The output should contain the listing word for word and no pictures.

########

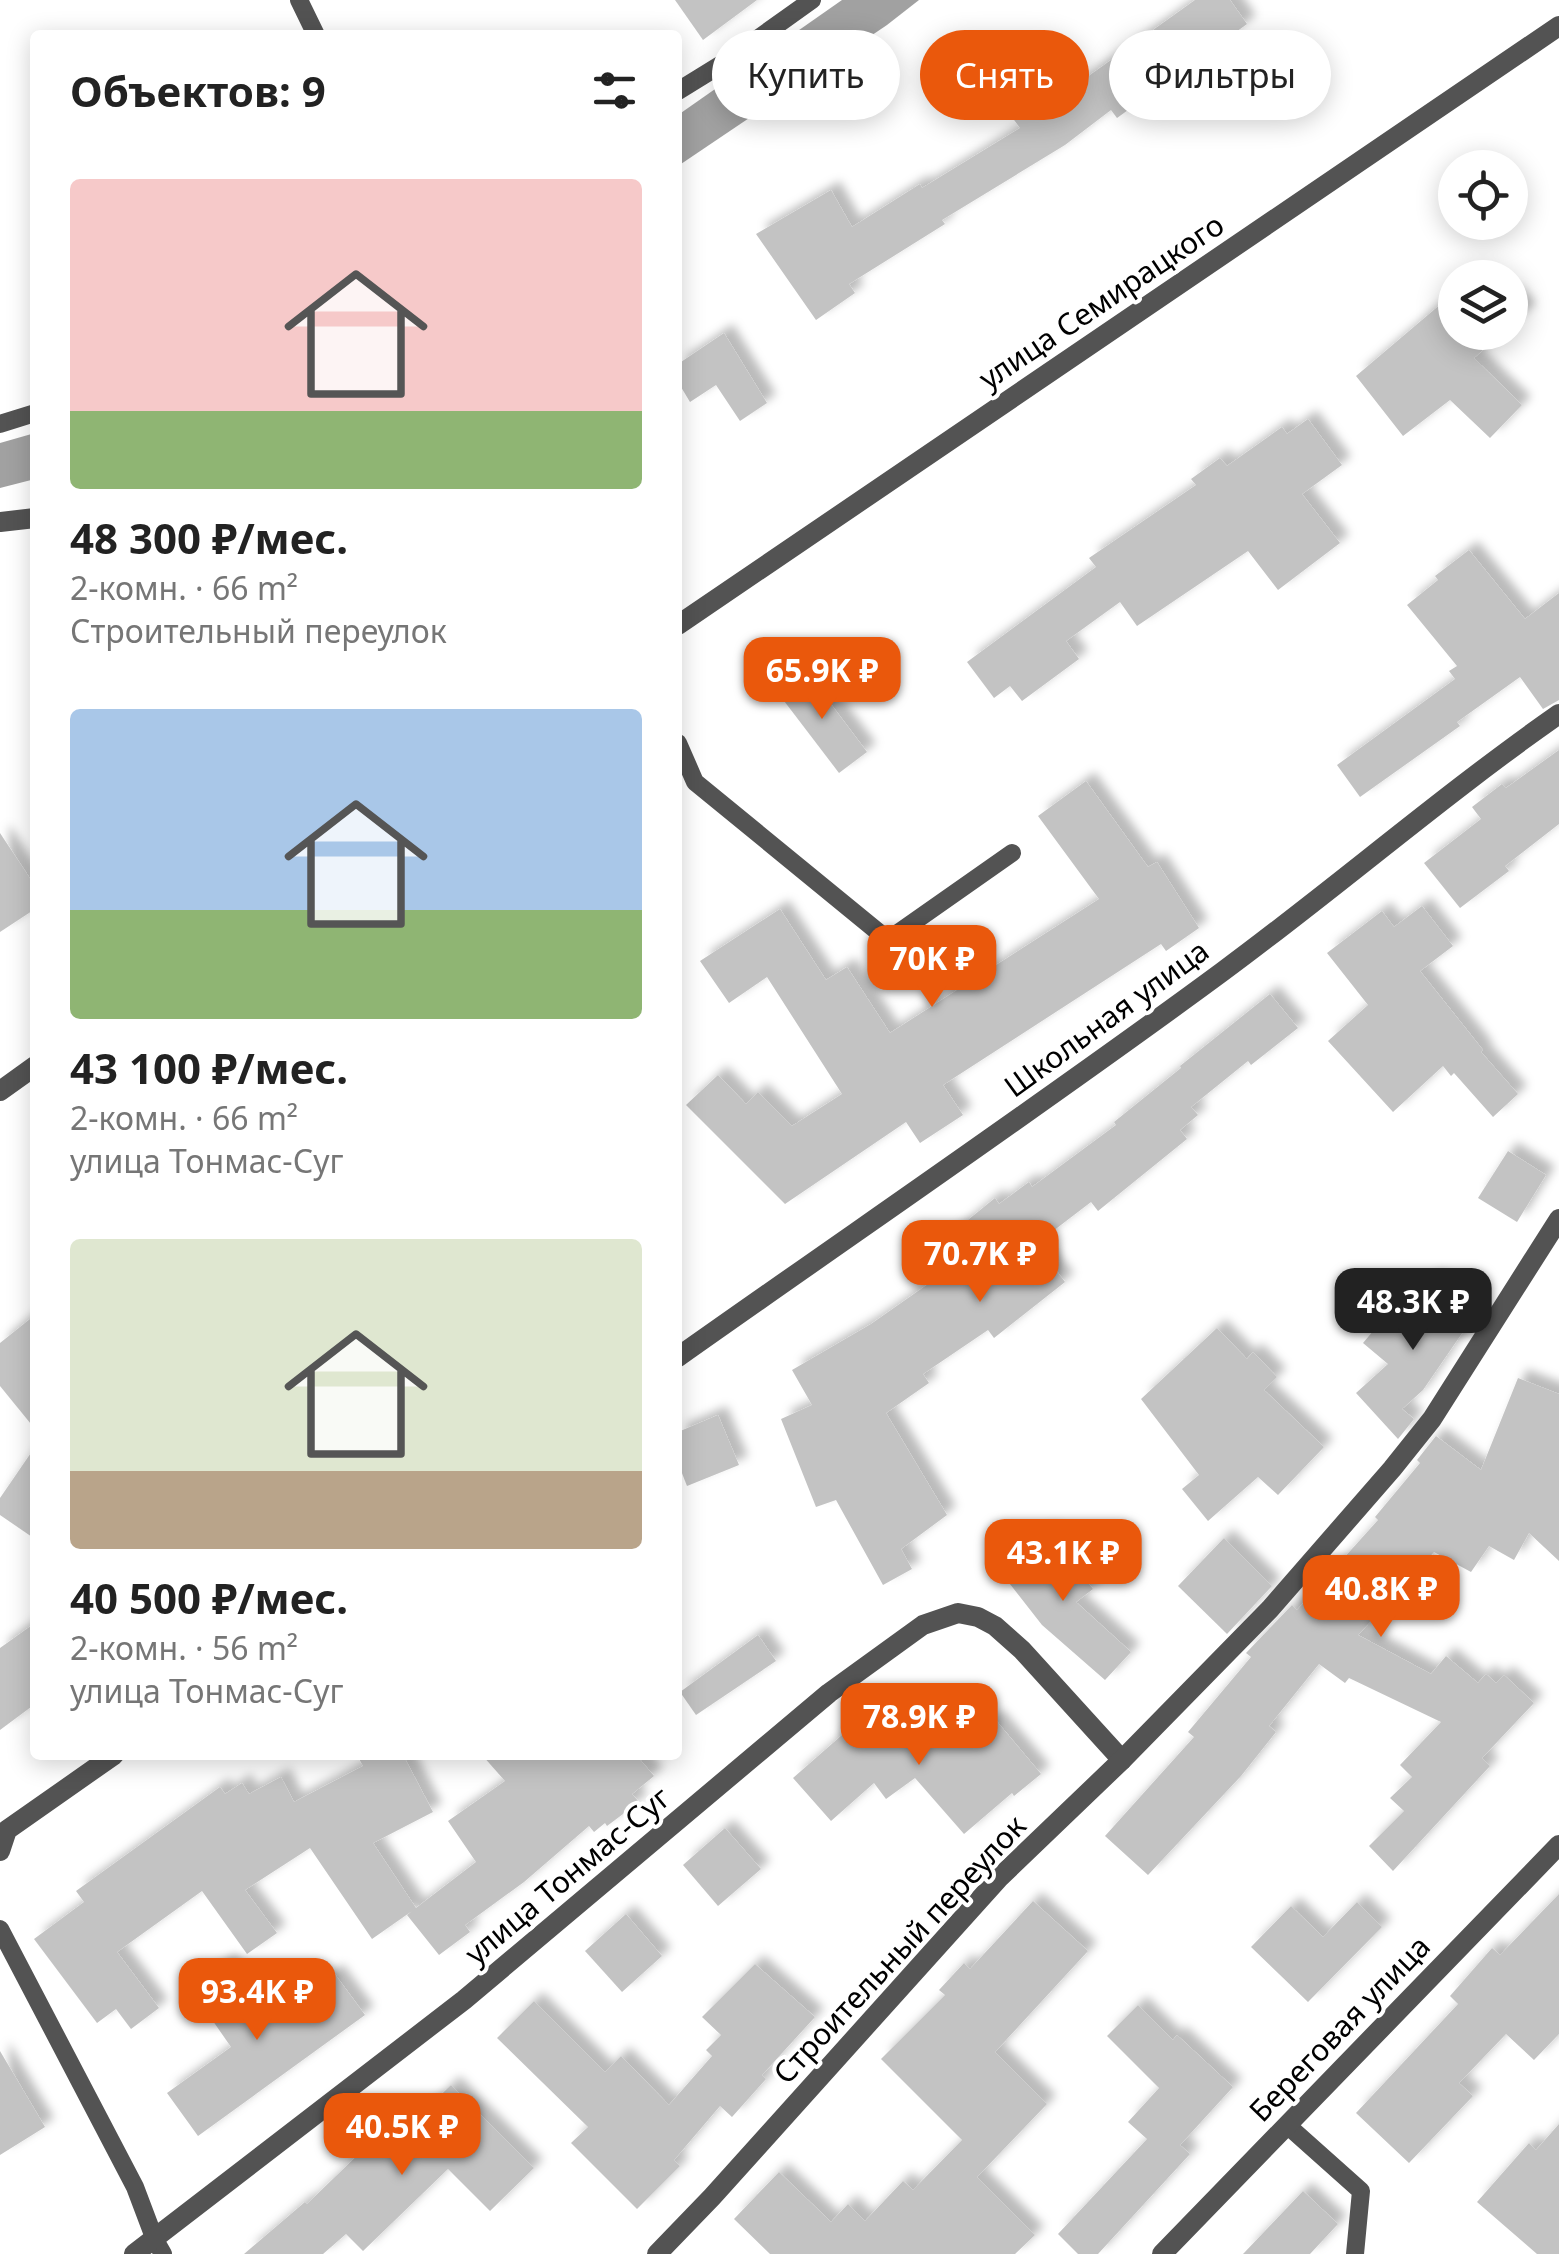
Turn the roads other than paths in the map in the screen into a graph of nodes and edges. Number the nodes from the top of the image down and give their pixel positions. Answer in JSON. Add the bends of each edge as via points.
{"nodes":[{"id":1,"x":299,"y":0,"type":"edge"},
{"id":2,"x":812,"y":0,"type":"edge"},
{"id":3,"x":1559,"y":26,"type":"edge"},
{"id":4,"x":314,"y":30,"type":"edge"},
{"id":5,"x":682,"y":89,"type":"edge"},
{"id":6,"x":30,"y":415,"type":"edge"},
{"id":7,"x":0,"y":424,"type":"edge"},
{"id":8,"x":30,"y":519,"type":"edge"},
{"id":9,"x":0,"y":522,"type":"edge"},
{"id":10,"x":682,"y":622,"type":"edge"},
{"id":11,"x":1559,"y":714,"type":"edge"},
{"id":12,"x":682,"y":752,"type":"edge"},
{"id":13,"x":1012,"y":853,"type":"dead end"},
{"id":14,"x":30,"y":1070,"type":"edge"},
{"id":15,"x":0,"y":1091,"type":"edge"},
{"id":16,"x":1559,"y":1219,"type":"edge"},
{"id":17,"x":682,"y":1354,"type":"edge"},
{"id":18,"x":107,"y":1760,"type":"edge"},
{"id":19,"x":1122,"y":1760,"type":"junction"},
{"id":20,"x":1559,"y":1845,"type":"edge"},
{"id":21,"x":0,"y":1851,"type":"edge"},
{"id":22,"x":0,"y":1929,"type":"edge"},
{"id":23,"x":1287,"y":2125,"type":"junction"},
{"id":24,"x":159,"y":2247,"type":"edge"},
{"id":25,"x":134,"y":2254,"type":"edge"},
{"id":26,"x":656,"y":2254,"type":"edge"},
{"id":27,"x":1162,"y":2254,"type":"edge"},
{"id":28,"x":1355,"y":2254,"type":"edge"}],
"edges":[{"from":1,"to":4,"type":"lane"},
{"from":2,"to":5,"type":"lane"},
{"from":3,"to":10,"type":"street","name":"улица Семирацкого"},
{"from":6,"to":7,"type":"lane"},
{"from":8,"to":9,"type":"street"},
{"from":11,"to":17,"type":"street","name":"Школьная улица","via":[[1224,970]]},
{"from":12,"to":13,"type":"lane","via":[[695,782],[888,940]]},
{"from":14,"to":15,"type":"street"},
{"from":16,"to":19,"type":"street","name":"Строительный переулок","via":[[1432,1419],[1392,1469],[1270,1609]]},
{"from":18,"to":21,"type":"street","via":[[7,1830]]},
{"from":19,"to":24,"type":"street","name":"улица Тонмас-Суг","via":[[994,1626],[958,1612],[922,1625],[830,1693]]},
{"from":19,"to":26,"type":"street","name":"Строительный переулок","via":[[999,1878]]},
{"from":20,"to":23,"type":"street","name":"Береговая улица"},
{"from":22,"to":24,"type":"lane"},
{"from":23,"to":27,"type":"street","name":"Береговая улица"},
{"from":23,"to":28,"type":"lane","via":[[1360,2192]]},
{"from":24,"to":25,"type":"street","name":"улица Тонмас-Суг"}]}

########

[Response for this exercise]
Turn the roads other than paths in the map in the screen into a graph of nodes and edges. Number the nodes from the top of the image down and give their pixel positions. Answer in JSON. Add the bends of each edge as via points.
{"nodes":[{"id":1,"x":299,"y":0,"type":"edge"},
{"id":2,"x":812,"y":0,"type":"edge"},
{"id":3,"x":1559,"y":26,"type":"edge"},
{"id":4,"x":314,"y":30,"type":"edge"},
{"id":5,"x":682,"y":89,"type":"edge"},
{"id":6,"x":30,"y":415,"type":"edge"},
{"id":7,"x":0,"y":424,"type":"edge"},
{"id":8,"x":30,"y":519,"type":"edge"},
{"id":9,"x":0,"y":522,"type":"edge"},
{"id":10,"x":682,"y":622,"type":"edge"},
{"id":11,"x":1559,"y":714,"type":"edge"},
{"id":12,"x":682,"y":752,"type":"edge"},
{"id":13,"x":1012,"y":853,"type":"dead end"},
{"id":14,"x":30,"y":1070,"type":"edge"},
{"id":15,"x":0,"y":1091,"type":"edge"},
{"id":16,"x":1559,"y":1219,"type":"edge"},
{"id":17,"x":682,"y":1354,"type":"edge"},
{"id":18,"x":107,"y":1760,"type":"edge"},
{"id":19,"x":1122,"y":1760,"type":"junction"},
{"id":20,"x":1559,"y":1845,"type":"edge"},
{"id":21,"x":0,"y":1851,"type":"edge"},
{"id":22,"x":0,"y":1929,"type":"edge"},
{"id":23,"x":1287,"y":2125,"type":"junction"},
{"id":24,"x":159,"y":2247,"type":"edge"},
{"id":25,"x":134,"y":2254,"type":"edge"},
{"id":26,"x":656,"y":2254,"type":"edge"},
{"id":27,"x":1162,"y":2254,"type":"edge"},
{"id":28,"x":1355,"y":2254,"type":"edge"}],
"edges":[{"from":1,"to":4,"type":"lane"},
{"from":2,"to":5,"type":"lane"},
{"from":3,"to":10,"type":"street","name":"улица Семирацкого"},
{"from":6,"to":7,"type":"lane"},
{"from":8,"to":9,"type":"street"},
{"from":11,"to":17,"type":"street","name":"Школьная улица","via":[[1224,970]]},
{"from":12,"to":13,"type":"lane","via":[[695,782],[888,940]]},
{"from":14,"to":15,"type":"street"},
{"from":16,"to":19,"type":"street","name":"Строительный переулок","via":[[1432,1419],[1392,1469],[1270,1609]]},
{"from":18,"to":21,"type":"street","via":[[7,1830]]},
{"from":19,"to":24,"type":"street","name":"улица Тонмас-Суг","via":[[994,1626],[958,1612],[922,1625],[830,1693]]},
{"from":19,"to":26,"type":"street","name":"Строительный переулок","via":[[999,1878]]},
{"from":20,"to":23,"type":"street","name":"Береговая улица"},
{"from":22,"to":24,"type":"lane"},
{"from":23,"to":27,"type":"street","name":"Береговая улица"},
{"from":23,"to":28,"type":"lane","via":[[1360,2192]]},
{"from":24,"to":25,"type":"street","name":"улица Тонмас-Суг"}]}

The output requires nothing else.